Les enjeux liés à la greffe d’organes

La greffe d’organes présente plusieurs enjeux que les scientifiques font face, on peut les citer comme suit :

  • Le renforcement du nombre d’organes disponibles :

C’est le premier enjeu à faire face, on constate que le nombre de donneurs est plus faible que les besoins des malades. Il faut trouver une solution optimale à la pénurie des organes greffés ou greffons.

Pour gérer cette carence, Les spécialistes réfléchissent à mieux employer les organes disponibles en ajoutant d’autres critères d’éligibilité.

  • Le développement de nouveaux organes

Les scientifiques souhaitent développer des organes artificiels et biocompatibles afin de remplacer les organes défaillants. Les études ont pour objectif de concevoir des organes biologiques en employant les propres cellules du malade, donc il n’y aura aucun risque de compatibilité.

Quant à la création d’organes « Bio-artificiels », elle est aussi en phase d’étude.  Elle s’agit d’employer des cellules souches qui sont ensuite mises en culture sur une armature. Après, les cellules vont s’ordonner pour composer un organe prêt à être greffer.

  • Amélioration des conditions de survie du greffon

Les scientifiques visent à développer les conditions de conservation du greffon lors de la transplantation. Au début, l’organe greffé est durement dissocier du réseau sanguin et ne perçoit ni nutriment ni oxygène.  Ensuite, dès que l’organe est greffé, il est soumis au stress lorsque la circulation sanguine démarre.

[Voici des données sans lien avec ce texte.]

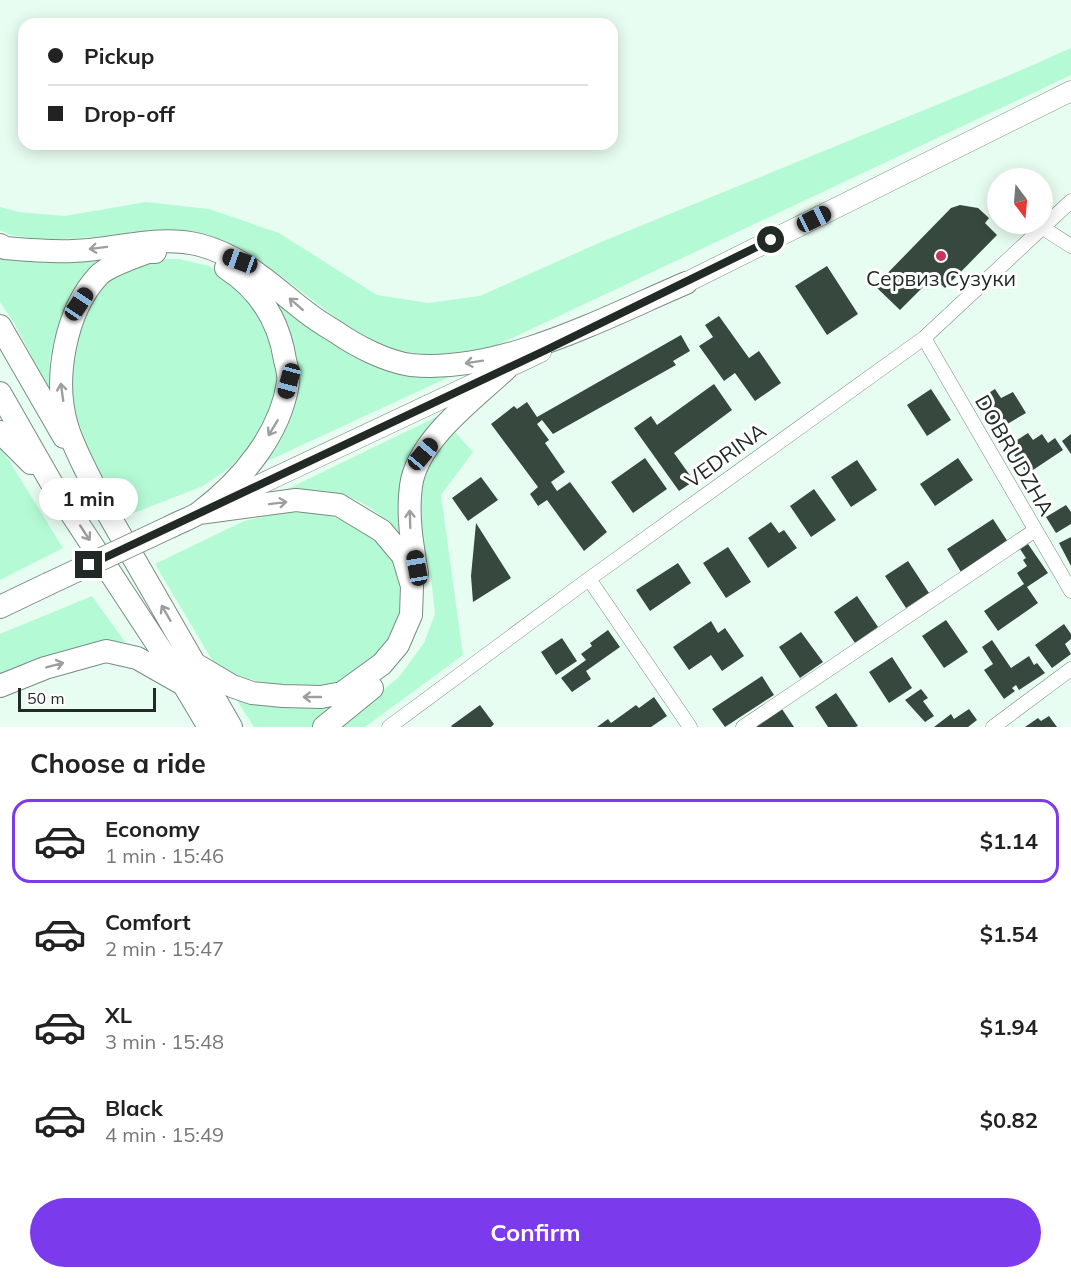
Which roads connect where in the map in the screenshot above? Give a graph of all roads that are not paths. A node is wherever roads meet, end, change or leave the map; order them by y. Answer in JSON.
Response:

Les scientifiques prévoient le développement des machines qui auront la capacité de retenir dans l’organe le mouvement d’un fluide soit réfrigéré soit à la température du corps pour préserver le greffon avant la transplantation.

  • L’augmentation de la tolérance immunitaire

Les recherches scientifiques s’intéressent au développement des outils qui permettent de diminuer le risque du rejet de l’organe greffé par le receveur et augmenter la tolérance immunitaire.

L’organisme du receveur réagit en rejetant le greffon ce qui emmène à la dégradation de l’organe et la mort du patient, cet état est maitrisé par la prise d’un traitement anti-rejet nommé : « immunosuppresseurs » qui diminue la réaction immunitaire. Par contre ce médicament doit être pris à vie par le receveur et ne manque pas d’effets néfastes : la sensibilité aux infections et au développement tumoral.

De ceci, il est impérativement important de développer des traitements pour préserver l’immunité contre les maladies tout en diminuant la réaction immunitaire contre l’organe greffé.

Aussi, il faut développer des techniques qui ont pour mission de détecter rapidement la réaction de rejet de l’organe afin de réagir le plutôt possible.

Pour en conclure, il existe de nombreux défis à relever et à faire face dans le domaine de la transplantation des organes, à explorer !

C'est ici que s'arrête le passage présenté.